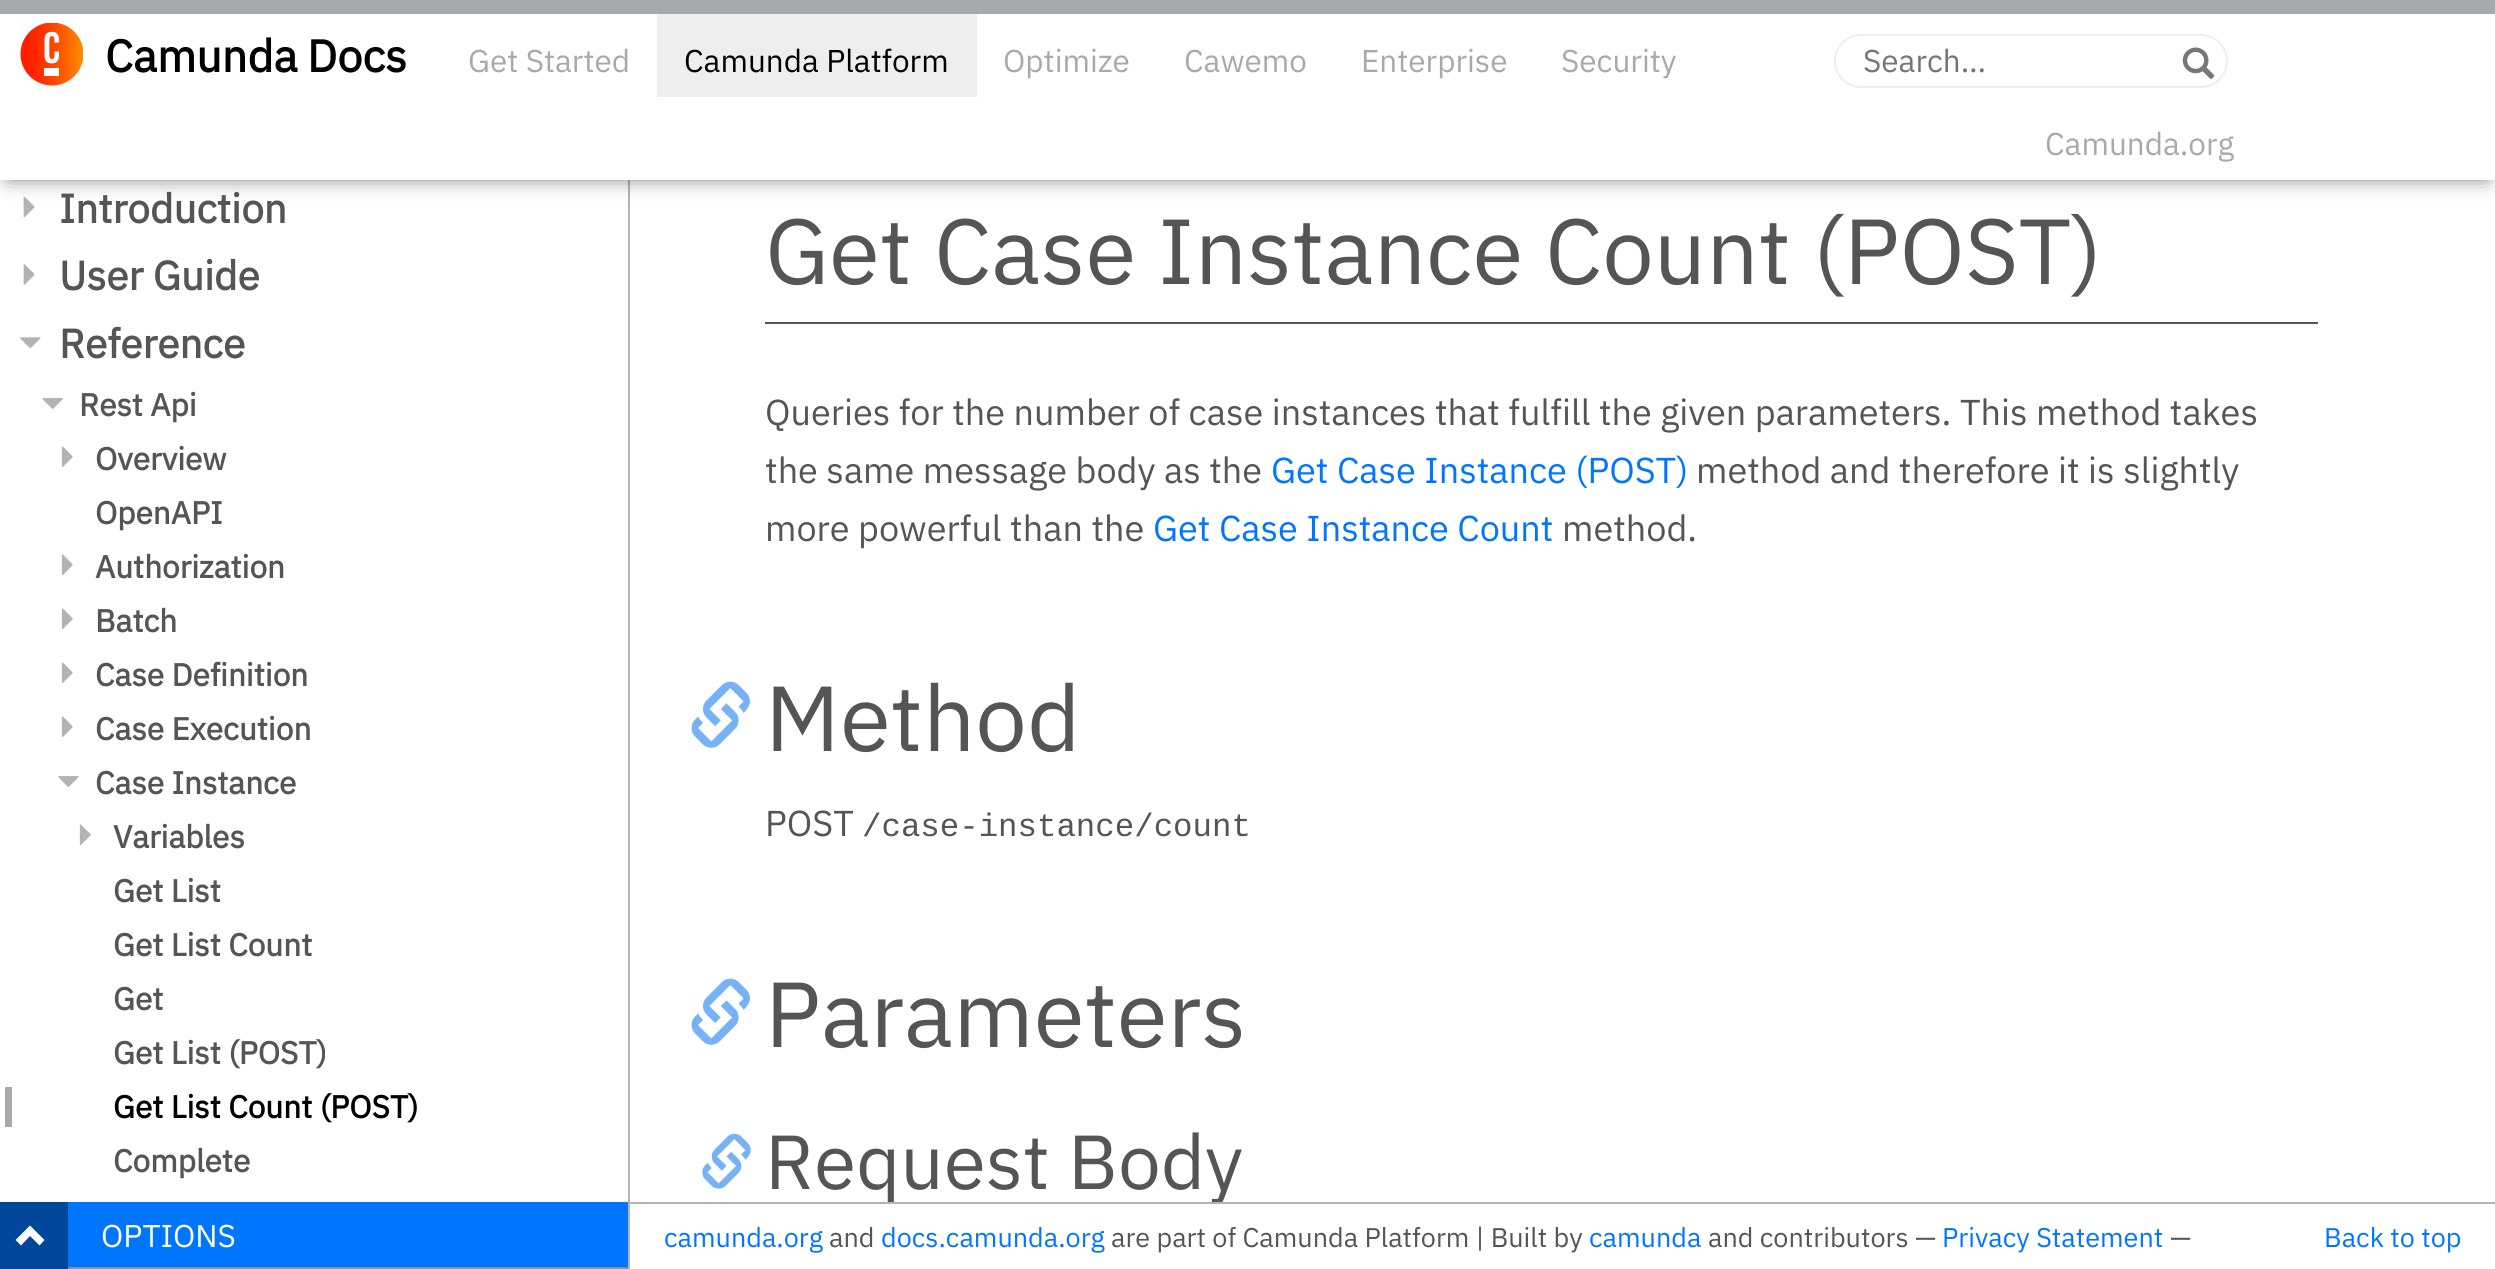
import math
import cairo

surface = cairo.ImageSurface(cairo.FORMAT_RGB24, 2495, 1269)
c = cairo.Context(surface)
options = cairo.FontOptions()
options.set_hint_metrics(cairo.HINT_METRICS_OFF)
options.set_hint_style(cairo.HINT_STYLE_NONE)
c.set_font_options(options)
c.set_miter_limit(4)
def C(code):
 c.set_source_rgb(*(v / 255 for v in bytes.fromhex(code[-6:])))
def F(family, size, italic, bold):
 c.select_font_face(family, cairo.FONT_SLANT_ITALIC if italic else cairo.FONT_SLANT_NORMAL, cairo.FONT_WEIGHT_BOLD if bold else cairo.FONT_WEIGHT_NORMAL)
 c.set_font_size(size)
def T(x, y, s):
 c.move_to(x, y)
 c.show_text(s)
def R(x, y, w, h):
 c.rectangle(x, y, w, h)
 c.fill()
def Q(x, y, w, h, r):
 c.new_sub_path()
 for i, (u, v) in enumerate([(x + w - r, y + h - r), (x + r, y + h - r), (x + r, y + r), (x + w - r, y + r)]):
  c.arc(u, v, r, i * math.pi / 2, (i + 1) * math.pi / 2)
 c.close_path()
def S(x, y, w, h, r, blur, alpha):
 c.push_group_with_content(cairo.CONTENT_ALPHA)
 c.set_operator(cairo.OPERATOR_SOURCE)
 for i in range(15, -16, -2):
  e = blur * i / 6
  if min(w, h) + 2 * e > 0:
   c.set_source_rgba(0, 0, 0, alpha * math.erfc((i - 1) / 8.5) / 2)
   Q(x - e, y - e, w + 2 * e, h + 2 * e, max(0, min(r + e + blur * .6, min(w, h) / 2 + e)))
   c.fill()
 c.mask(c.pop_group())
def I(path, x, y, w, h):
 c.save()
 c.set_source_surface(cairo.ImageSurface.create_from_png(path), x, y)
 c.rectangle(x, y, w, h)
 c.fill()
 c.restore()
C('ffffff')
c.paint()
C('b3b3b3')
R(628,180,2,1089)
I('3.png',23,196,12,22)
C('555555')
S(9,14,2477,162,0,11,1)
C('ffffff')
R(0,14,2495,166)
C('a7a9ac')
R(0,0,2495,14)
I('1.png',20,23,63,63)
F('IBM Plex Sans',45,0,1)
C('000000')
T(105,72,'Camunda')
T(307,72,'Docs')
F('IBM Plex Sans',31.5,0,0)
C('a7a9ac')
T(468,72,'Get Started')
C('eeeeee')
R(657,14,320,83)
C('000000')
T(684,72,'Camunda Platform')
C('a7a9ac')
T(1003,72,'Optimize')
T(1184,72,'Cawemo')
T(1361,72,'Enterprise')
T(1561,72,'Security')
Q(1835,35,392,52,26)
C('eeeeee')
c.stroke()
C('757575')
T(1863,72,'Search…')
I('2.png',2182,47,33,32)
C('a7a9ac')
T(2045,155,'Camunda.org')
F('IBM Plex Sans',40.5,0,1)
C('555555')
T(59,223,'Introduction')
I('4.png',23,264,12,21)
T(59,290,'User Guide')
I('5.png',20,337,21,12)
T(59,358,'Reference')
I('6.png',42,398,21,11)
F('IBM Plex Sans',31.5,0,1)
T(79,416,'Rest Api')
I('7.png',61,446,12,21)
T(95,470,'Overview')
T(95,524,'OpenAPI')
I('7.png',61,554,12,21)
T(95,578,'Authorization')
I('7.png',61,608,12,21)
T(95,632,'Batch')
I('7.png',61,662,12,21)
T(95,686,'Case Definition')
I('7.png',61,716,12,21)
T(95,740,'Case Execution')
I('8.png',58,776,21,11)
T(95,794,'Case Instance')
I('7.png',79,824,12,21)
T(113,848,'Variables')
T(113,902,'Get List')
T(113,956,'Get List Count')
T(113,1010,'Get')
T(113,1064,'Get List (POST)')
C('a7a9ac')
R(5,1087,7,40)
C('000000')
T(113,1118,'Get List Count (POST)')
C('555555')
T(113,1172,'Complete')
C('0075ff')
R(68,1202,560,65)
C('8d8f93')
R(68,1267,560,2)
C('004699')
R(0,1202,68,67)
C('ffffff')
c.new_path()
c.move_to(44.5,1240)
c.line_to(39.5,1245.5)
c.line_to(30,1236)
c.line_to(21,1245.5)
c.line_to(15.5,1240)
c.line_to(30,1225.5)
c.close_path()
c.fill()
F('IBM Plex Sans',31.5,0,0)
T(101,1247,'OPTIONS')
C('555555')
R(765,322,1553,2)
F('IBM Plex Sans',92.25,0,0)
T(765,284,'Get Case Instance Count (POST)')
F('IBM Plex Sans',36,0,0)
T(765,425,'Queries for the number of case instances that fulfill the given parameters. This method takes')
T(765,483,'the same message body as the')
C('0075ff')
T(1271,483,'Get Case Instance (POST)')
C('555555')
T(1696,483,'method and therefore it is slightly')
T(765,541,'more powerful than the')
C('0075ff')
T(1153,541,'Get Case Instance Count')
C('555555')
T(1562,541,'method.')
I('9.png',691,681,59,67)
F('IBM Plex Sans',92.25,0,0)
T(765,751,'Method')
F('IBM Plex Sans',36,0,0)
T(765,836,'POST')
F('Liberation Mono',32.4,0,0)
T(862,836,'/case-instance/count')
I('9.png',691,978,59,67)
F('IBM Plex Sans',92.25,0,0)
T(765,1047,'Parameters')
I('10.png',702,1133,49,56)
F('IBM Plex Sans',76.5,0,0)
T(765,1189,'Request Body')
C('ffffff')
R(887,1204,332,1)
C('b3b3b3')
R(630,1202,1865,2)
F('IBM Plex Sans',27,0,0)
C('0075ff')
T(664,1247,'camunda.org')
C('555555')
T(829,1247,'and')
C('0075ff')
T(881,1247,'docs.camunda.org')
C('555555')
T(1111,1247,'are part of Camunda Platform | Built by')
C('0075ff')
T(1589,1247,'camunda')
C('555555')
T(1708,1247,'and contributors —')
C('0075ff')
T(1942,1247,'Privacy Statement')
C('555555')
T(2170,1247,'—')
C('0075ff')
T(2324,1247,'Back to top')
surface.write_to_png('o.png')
*-*-*
*TASK TO COMPLETE*
Begin at the line above that has "c.mask(c.pop_group())" and stop after the line that has "c.restore()", copying each line exactly and adding nothing else.

*RESPONSE*
 c.mask(c.pop_group())
def I(path, x, y, w, h):
 c.save()
 c.set_source_surface(cairo.ImageSurface.create_from_png(path), x, y)
 c.rectangle(x, y, w, h)
 c.fill()
 c.restore()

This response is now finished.